# Provided data:
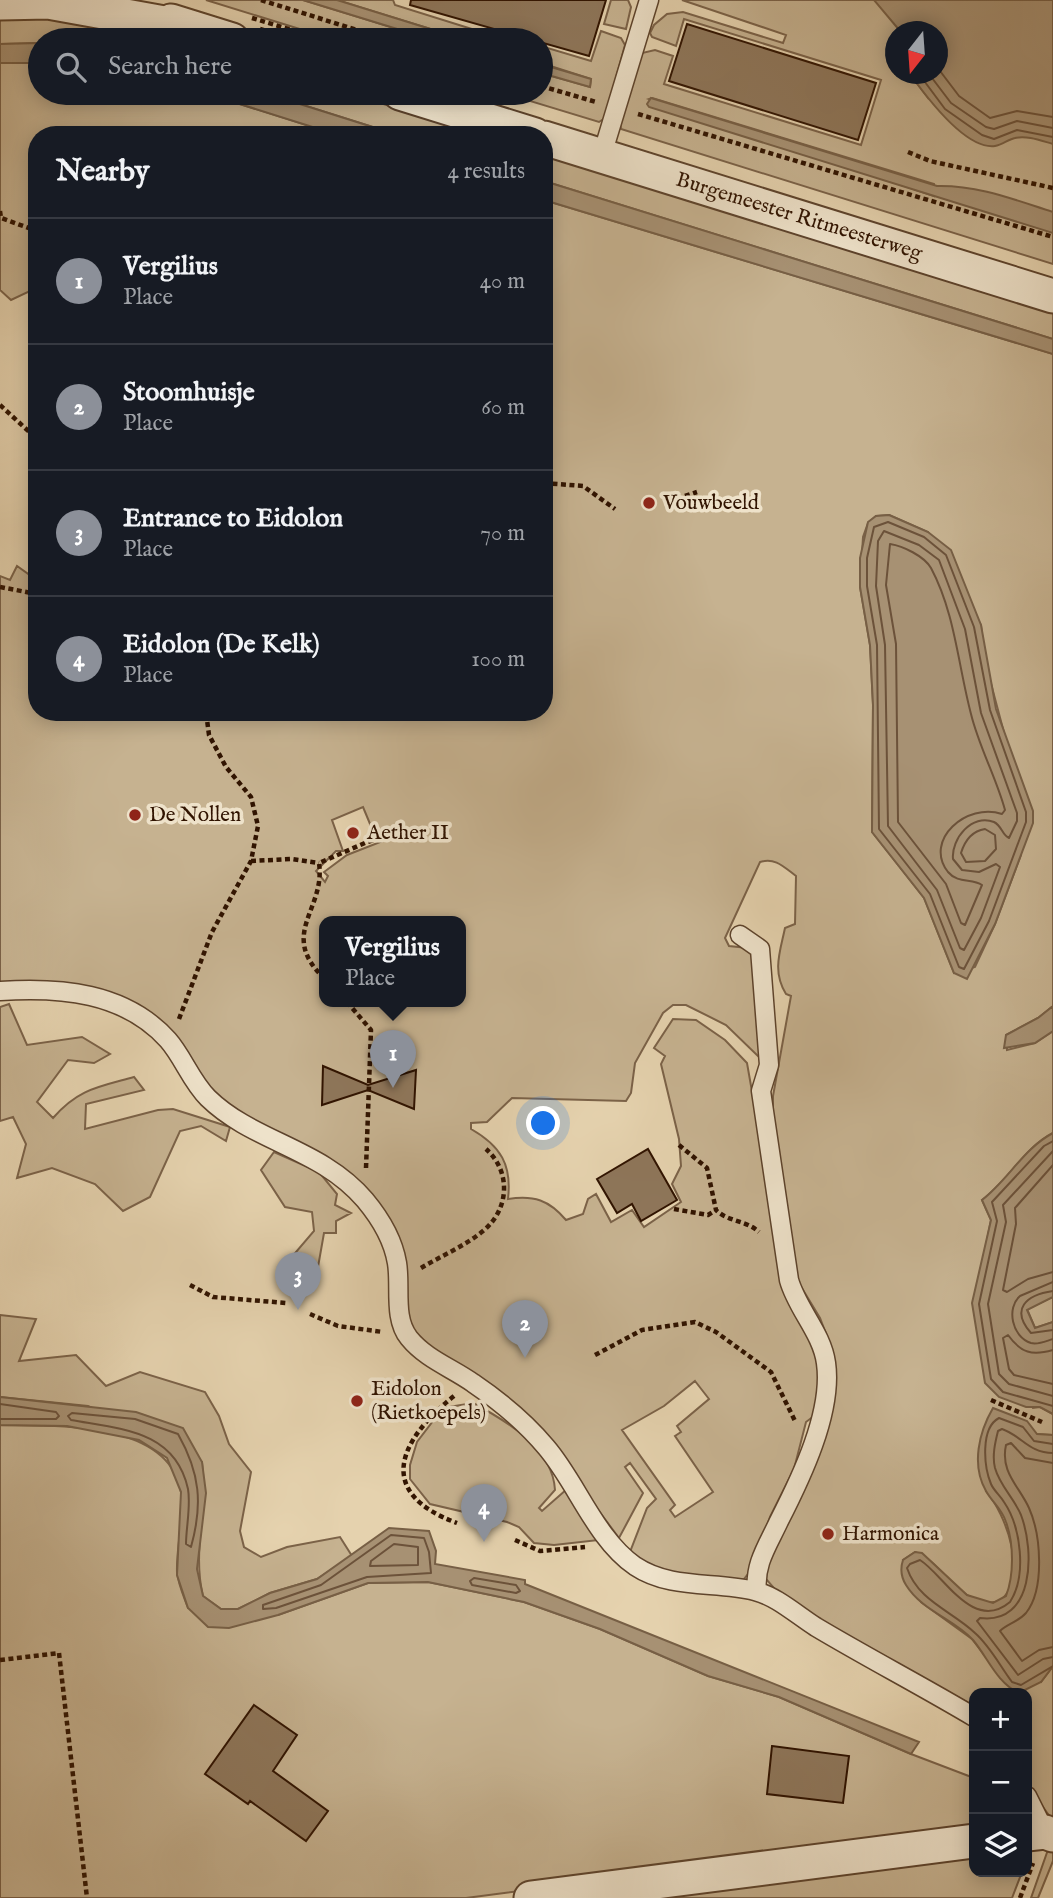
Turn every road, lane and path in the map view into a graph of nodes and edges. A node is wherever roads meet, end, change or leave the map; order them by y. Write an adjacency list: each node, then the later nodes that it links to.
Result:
1 (100, 0): 5 (street)
2 (261, 0): 7 (path)
3 (649, 0): 10 (lane)
4 (0, 3): 5 (street)
5 (192, 28): 6 (street)
6 (239, 28)
7 (351, 28)
8 (553, 90): 10 (path)
9 (439, 105): 11 (street)
10 (616, 108): 14 (lane); 18 (path)
11 (506, 126)
12 (553, 141): 14 (street, Burgemeester Ritmeesterweg)
13 (908, 152): 15 (path)
14 (601, 155): 19 (street, Burgemeester Ritmeesterweg)
15 (1053, 188)
16 (0, 211): 17 (path)
17 (28, 228)
18 (1053, 237)
19 (1053, 296)
20 (0, 405): 21 (path)
21 (28, 431)
22 (553, 484): 25 (path)
23 (697, 492): 24 (path)
24 (685, 496)
25 (615, 509)
26 (0, 587): 27 (path)
27 (28, 592)
28 (207, 721): 30 (path)
29 (387, 835): 31 (path)
30 (251, 861): 31 (path); 36 (path)
31 (319, 863): 33 (path)
32 (740, 935): 42 (lane)
33 (319, 974)
34 (0, 991): 36 (lane)
35 (351, 1007): 39 (path)
36 (171, 1043): 39 (lane)
37 (679, 1144): 41 (path)
38 (486, 1149): 43 (path)
39 (365, 1200): 43 (lane)
40 (674, 1209): 41 (path)
41 (716, 1210): 42 (path)
42 (786, 1260): 52 (lane)
43 (399, 1281): 47 (lane)
44 (190, 1285): 45 (path)
45 (286, 1303)
46 (310, 1314): 47 (path)
47 (408, 1337): 49 (lane)
48 (595, 1355): 52 (path)
49 (472, 1382): 53 (path); 55 (lane)
50 (991, 1400): 51 (path)
51 (1042, 1422)
52 (808, 1457): 56 (lane)
53 (457, 1523)
54 (515, 1540): 55 (path)
55 (617, 1549): 56 (lane)
56 (757, 1591): 58 (lane)
57 (0, 1660): 62 (path)
58 (969, 1714)
59 (1032, 1809): 60 (lane)
60 (1042, 1834)
61 (969, 1842): 63 (street)
62 (88, 1898)
63 (531, 1898)

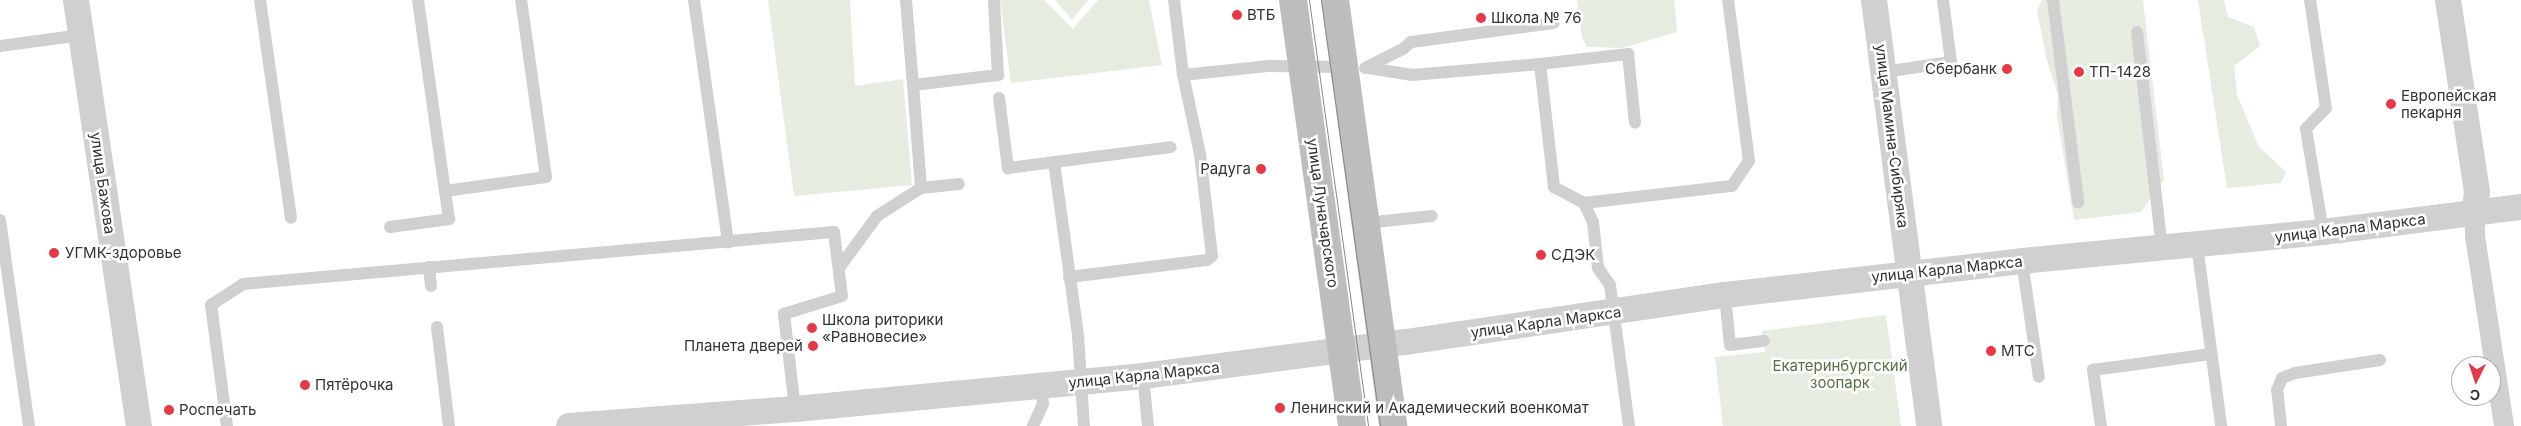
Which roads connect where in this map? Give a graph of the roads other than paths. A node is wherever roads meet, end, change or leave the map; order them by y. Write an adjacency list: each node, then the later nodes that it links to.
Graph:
1 (76, 0): 19 (street, улица Бажова)
2 (260, 0): 39 (lane)
3 (418, 0): 33 (lane)
4 (521, 0): 33 (lane)
5 (694, 0): 44 (lane)
6 (906, 0): 26 (lane)
7 (1174, 0): 25 (lane)
8 (1293, 0): 22 (main road, улица Луначарского)
9 (1335, 0): 23 (main road)
10 (1728, 0): 35 (lane)
11 (1874, 0): 24 (street, улица Мамина-Сибиряка)
12 (1943, 0): 24 (lane)
13 (2053, 0): 34 (lane)
14 (2310, 0): 43 (lane)
15 (2448, 0): 37 (street)
16 (994, 1): 26 (lane)
17 (1554, 23): 23 (lane)
18 (2137, 32): 46 (lane)
19 (81, 35): 20 (lane); 67 (street, улица Бажова)
20 (0, 46)
21 (1540, 64): 23 (lane); 28 (lane); 35 (lane)
22 (1302, 65): 23 (lane); 25 (lane); 58 (main road, улица Луначарского)
23 (1356, 68): 41 (main road)
24 (1884, 72): 50 (street, улица Мамина-Сибиряка)
25 (1183, 74): 51 (lane)
26 (913, 85): 32 (lane)
27 (1000, 98): 30 (lane)
28 (1635, 123)
29 (1171, 147): 30 (lane)
30 (1054, 162): 51 (lane)
31 (959, 184): 32 (lane)
32 (921, 188): 49 (lane)
33 (445, 190): 42 (lane)
34 (2078, 202)
35 (1584, 203): 54 (lane)
36 (2521, 207): 37 (street, улица Карла Маркса)
37 (2475, 212): 43 (street, улица Карла Маркса); 81 (street)
38 (1432, 216): 41 (lane)
39 (291, 218)
40 (0, 220): 66 (lane)
41 (1365, 223): 57 (main road)
42 (390, 227)
43 (2323, 232): 45 (street, улица Карла Маркса)
44 (728, 243): 48 (lane); 49 (lane)
45 (2197, 245): 46 (street, улица Карла Маркса); 59 (lane)
46 (2162, 248): 47 (street, улица Карла Маркса)
47 (2022, 261): 50 (street, улица Карла Маркса); 62 (lane)
48 (429, 267): 52 (lane); 68 (lane)
49 (839, 268): 65 (lane)
50 (1909, 273): 53 (street, улица Карла Маркса); 77 (street, улица Мамина-Сибиряка)
51 (1069, 277): 63 (lane)
52 (431, 286)
53 (1724, 295): 54 (street, улица Карла Маркса); 56 (lane)
54 (1612, 312): 57 (street, улица Карла Маркса); 76 (lane)
55 (436, 327): 69 (lane)
56 (1764, 341)
57 (1381, 345): 58 (street, улица Карла Маркса); 75 (main road)
58 (1342, 351): 61 (street, улица Карла Маркса); 74 (main road, улица Луначарского)
59 (2211, 354): 78 (lane); 79 (lane)
60 (2380, 360): 80 (lane)
61 (1143, 376): 63 (street, улица Карла Маркса); 73 (lane)
62 (2039, 377)
63 (1081, 383): 64 (street, улица Карла Маркса); 72 (lane)
64 (1041, 386): 65 (street, улица Карла Маркса); 71 (lane)
65 (781, 415): 70 (street, улица Карла Маркса)
66 (30, 426)
67 (139, 426)
68 (227, 426)
69 (449, 426)
70 (569, 426)
71 (1033, 426)
72 (1084, 426)
73 (1148, 426)
74 (1352, 426)
75 (1393, 426)
76 (1628, 426)
77 (1929, 426)
78 (2101, 426)
79 (2221, 426)
80 (2282, 426)
81 (2504, 426)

# Task prompt:
Each line in the listing that contains "leave" should be returned.

# Response to the task:
Turn every road, lane and path in the map view into a graph of nodes and edges. A node is wherever roads meet, end, change or leave the map; order them by y. Write an adjacency list: each node, then the later nodes that it links to.
Which roads connect where in this map? Give a graph of the roads other than paths. A node is wherever roads meet, end, change or leave the map; order them by y. Write an adjacency list: each node, then the later nodes that it links to.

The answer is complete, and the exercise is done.